Dataset excerpts:
+===+

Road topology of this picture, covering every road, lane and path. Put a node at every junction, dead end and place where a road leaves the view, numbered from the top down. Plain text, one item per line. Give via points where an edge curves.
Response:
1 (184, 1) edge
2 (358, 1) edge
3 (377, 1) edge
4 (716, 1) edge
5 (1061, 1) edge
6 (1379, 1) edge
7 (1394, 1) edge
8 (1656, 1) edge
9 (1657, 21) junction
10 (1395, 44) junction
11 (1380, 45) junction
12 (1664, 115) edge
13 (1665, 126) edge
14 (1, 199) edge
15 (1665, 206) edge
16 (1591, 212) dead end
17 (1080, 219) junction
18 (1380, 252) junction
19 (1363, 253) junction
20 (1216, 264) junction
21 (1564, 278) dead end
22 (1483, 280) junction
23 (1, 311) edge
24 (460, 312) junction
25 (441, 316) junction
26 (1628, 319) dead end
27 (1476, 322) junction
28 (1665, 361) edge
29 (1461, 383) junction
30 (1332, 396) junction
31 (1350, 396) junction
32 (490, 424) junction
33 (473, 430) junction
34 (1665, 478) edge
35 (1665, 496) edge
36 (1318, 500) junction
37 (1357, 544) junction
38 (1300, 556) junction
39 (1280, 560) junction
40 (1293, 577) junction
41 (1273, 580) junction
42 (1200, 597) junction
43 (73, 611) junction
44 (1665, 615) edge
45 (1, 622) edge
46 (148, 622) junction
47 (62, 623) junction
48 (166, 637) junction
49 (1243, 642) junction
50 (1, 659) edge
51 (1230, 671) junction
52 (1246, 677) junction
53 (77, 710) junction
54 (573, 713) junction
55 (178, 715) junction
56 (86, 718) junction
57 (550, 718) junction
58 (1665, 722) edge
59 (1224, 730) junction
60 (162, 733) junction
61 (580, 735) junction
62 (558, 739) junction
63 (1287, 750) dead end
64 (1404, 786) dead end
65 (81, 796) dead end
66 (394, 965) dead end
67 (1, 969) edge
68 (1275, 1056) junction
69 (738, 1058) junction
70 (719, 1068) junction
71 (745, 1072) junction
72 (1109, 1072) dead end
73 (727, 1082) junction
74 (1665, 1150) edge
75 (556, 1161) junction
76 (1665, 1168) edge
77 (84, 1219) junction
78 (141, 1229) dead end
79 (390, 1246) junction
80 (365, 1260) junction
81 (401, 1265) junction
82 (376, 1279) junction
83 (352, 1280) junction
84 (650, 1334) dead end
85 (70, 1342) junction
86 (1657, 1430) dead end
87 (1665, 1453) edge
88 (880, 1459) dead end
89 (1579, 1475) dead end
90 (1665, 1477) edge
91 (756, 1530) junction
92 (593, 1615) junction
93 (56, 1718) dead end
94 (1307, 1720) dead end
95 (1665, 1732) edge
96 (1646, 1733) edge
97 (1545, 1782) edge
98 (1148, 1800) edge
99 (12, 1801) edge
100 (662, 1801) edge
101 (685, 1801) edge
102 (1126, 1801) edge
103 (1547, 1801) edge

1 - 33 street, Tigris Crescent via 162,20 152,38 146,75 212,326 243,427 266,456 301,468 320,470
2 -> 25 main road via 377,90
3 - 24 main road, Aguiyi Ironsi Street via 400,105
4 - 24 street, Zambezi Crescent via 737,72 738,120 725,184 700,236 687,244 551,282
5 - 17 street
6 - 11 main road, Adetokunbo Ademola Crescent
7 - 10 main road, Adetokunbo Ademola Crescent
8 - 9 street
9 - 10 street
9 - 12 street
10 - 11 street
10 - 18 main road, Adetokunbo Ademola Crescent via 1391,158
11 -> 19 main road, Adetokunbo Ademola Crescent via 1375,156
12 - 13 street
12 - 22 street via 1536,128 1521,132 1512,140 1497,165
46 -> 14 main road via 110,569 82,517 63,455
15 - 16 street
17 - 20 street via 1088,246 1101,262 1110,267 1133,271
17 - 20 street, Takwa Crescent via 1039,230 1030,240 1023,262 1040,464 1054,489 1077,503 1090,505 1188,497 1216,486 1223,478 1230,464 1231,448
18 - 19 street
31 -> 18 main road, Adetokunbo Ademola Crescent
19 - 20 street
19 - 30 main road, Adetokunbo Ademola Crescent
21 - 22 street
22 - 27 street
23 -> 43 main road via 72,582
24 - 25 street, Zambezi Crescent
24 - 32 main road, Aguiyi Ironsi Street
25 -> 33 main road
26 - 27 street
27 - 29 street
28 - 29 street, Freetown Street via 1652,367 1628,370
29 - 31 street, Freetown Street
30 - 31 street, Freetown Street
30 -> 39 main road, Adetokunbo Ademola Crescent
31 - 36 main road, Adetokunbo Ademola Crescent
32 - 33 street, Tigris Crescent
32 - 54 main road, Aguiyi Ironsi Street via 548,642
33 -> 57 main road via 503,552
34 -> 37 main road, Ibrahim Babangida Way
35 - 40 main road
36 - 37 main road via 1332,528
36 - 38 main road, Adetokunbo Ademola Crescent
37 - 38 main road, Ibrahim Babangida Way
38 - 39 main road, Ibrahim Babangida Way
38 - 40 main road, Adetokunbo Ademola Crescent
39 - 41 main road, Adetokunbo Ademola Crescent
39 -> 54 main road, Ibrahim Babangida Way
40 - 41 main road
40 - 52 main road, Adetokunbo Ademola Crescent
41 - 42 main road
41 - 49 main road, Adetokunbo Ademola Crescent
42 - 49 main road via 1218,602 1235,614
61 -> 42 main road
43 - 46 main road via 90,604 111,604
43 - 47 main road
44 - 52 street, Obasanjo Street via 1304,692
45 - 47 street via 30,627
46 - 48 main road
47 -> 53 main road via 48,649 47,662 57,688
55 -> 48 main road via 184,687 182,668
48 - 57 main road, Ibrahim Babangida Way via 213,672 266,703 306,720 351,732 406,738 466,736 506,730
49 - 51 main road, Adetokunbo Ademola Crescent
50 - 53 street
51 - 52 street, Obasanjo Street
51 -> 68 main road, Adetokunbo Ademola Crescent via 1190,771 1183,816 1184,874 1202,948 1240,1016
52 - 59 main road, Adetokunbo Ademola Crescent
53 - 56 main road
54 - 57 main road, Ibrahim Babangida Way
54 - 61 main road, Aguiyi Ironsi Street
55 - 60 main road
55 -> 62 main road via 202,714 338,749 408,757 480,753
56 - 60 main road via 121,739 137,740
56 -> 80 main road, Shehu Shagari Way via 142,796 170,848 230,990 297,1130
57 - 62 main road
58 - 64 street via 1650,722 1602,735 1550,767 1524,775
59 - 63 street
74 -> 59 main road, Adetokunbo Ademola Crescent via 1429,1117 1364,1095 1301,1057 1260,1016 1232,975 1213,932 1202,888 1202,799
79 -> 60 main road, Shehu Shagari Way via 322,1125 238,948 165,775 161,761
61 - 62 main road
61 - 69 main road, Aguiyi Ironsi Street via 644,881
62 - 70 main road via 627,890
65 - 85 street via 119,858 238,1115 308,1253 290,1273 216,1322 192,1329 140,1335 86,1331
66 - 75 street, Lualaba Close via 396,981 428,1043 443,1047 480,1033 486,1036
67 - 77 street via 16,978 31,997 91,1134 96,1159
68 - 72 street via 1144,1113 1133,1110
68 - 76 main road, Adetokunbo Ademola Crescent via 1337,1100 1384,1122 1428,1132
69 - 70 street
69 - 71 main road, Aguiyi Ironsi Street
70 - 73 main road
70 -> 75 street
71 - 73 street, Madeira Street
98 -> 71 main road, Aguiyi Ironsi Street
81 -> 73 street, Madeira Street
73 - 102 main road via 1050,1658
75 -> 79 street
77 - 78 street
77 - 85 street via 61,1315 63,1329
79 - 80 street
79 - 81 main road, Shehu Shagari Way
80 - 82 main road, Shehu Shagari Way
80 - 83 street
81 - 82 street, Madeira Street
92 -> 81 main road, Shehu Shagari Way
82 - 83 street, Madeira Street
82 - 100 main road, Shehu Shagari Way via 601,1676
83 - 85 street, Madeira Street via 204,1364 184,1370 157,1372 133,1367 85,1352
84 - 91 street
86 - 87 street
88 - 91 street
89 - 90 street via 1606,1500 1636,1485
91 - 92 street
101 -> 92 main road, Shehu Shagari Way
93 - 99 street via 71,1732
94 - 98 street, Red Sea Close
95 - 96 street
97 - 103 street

+===+

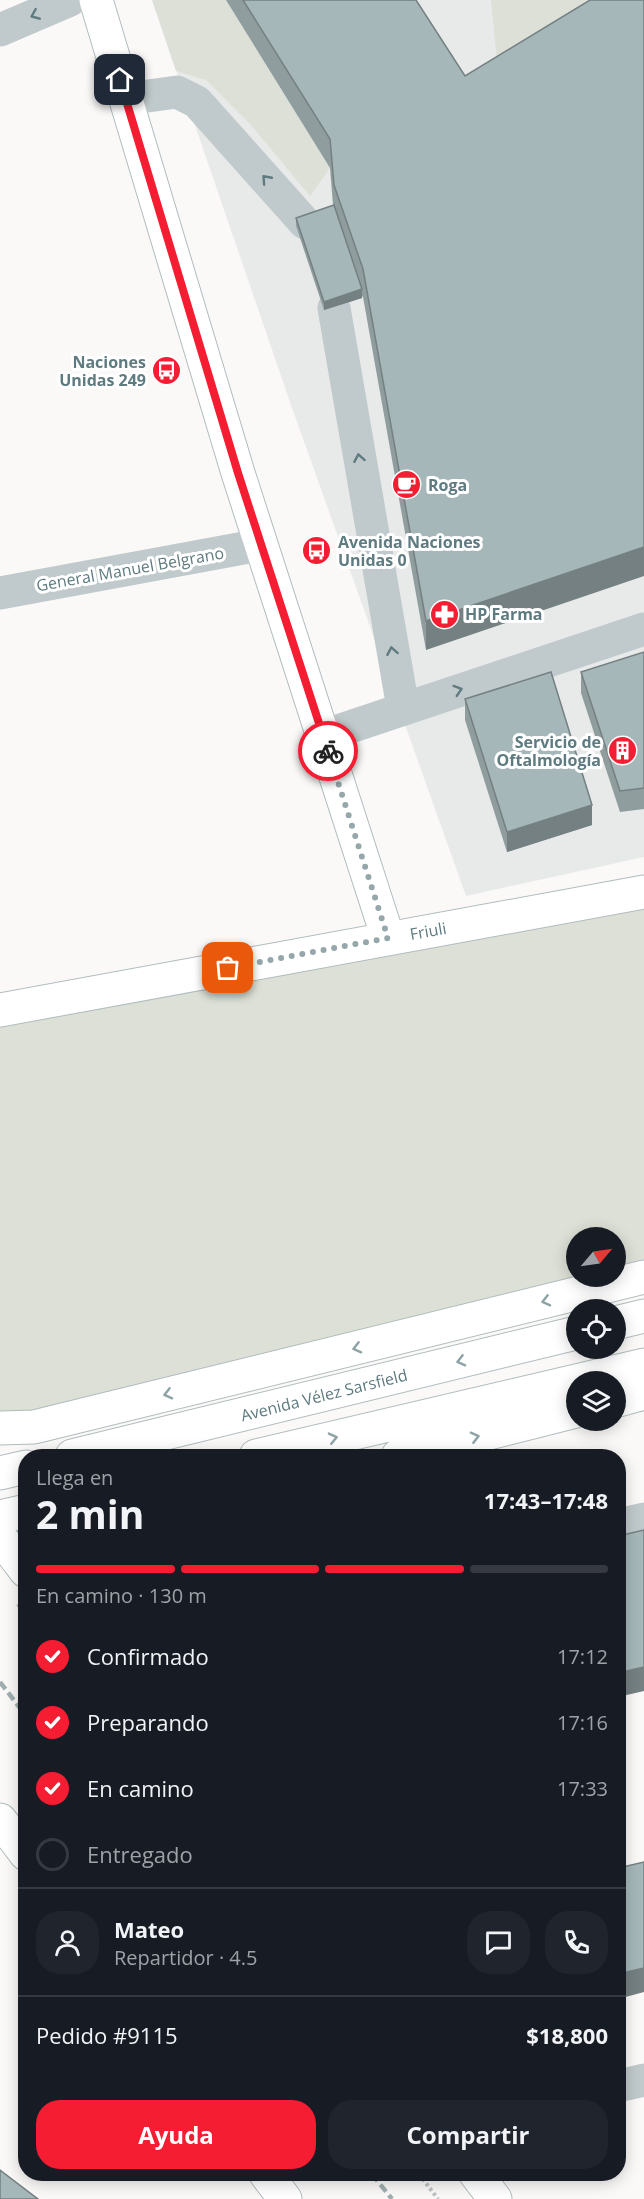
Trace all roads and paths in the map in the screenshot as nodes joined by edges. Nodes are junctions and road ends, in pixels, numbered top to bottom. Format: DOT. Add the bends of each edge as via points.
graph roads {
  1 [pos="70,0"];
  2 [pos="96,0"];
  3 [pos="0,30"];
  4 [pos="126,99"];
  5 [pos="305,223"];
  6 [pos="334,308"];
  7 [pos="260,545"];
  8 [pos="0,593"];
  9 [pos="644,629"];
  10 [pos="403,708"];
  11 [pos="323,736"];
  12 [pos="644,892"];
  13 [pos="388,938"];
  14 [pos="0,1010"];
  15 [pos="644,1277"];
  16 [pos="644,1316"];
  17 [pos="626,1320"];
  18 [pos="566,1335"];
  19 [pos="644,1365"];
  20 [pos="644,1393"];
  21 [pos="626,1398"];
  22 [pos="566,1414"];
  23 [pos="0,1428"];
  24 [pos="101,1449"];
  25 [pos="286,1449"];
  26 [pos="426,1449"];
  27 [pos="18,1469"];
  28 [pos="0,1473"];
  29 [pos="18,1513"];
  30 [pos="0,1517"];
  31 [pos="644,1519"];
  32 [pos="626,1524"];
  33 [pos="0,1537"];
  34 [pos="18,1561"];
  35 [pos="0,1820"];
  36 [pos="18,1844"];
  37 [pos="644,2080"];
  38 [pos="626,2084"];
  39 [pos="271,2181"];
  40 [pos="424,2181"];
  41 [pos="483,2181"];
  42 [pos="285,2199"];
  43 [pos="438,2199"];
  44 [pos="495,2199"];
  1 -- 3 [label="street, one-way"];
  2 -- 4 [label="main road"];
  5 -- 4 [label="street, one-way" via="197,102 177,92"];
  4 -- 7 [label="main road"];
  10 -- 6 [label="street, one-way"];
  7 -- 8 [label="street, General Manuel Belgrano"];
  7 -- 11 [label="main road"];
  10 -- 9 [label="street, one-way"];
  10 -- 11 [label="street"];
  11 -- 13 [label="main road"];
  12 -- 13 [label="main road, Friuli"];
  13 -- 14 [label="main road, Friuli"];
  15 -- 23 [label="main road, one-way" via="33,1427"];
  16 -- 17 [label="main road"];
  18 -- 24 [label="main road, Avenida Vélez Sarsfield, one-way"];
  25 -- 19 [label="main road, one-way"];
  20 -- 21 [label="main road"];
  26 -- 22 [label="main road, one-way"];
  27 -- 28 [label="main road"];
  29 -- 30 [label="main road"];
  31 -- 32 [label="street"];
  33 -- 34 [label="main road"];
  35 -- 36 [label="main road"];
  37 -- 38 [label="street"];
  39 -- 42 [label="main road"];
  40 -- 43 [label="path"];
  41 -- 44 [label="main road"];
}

+===+

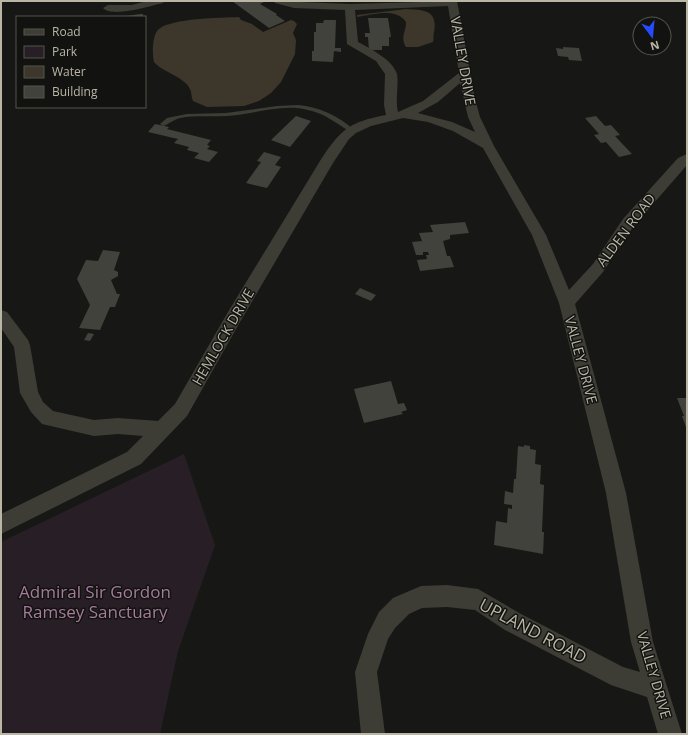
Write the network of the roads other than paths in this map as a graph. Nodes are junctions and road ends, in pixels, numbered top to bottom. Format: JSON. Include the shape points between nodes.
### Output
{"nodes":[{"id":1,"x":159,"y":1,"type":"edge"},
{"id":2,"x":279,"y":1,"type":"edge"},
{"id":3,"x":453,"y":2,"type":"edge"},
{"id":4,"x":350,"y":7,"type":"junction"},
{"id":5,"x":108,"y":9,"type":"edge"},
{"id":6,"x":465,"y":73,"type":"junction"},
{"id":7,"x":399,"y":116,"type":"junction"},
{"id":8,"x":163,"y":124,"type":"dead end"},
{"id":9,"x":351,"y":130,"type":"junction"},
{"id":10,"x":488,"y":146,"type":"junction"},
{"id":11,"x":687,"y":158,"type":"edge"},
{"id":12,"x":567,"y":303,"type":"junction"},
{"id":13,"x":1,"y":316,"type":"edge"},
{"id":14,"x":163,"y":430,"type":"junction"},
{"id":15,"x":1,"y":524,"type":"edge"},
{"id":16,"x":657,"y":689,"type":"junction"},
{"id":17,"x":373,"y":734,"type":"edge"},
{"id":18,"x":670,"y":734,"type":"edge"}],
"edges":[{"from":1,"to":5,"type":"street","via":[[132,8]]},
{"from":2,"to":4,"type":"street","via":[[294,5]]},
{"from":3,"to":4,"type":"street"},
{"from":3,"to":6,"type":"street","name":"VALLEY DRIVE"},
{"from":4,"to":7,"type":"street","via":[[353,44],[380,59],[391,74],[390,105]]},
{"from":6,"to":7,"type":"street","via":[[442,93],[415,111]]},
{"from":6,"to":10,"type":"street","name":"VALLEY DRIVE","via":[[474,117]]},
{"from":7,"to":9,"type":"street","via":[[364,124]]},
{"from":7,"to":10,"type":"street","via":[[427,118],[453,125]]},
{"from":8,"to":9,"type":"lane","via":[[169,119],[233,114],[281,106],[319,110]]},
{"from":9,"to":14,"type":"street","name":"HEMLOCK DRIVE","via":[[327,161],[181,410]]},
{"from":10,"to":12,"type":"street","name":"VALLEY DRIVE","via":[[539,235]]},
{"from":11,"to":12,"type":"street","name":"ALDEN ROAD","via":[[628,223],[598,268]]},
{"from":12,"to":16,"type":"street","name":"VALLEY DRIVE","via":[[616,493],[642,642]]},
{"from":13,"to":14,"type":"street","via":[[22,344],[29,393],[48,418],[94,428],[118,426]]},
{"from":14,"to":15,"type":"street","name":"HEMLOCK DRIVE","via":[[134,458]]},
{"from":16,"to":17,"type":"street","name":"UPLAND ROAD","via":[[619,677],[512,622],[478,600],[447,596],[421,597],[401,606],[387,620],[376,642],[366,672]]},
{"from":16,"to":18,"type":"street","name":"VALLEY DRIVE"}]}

+===+

Only a number is needed here: the count of lines above that hold the string "lane".

▶ [SOLUTION TO THIS EXERCISE] 2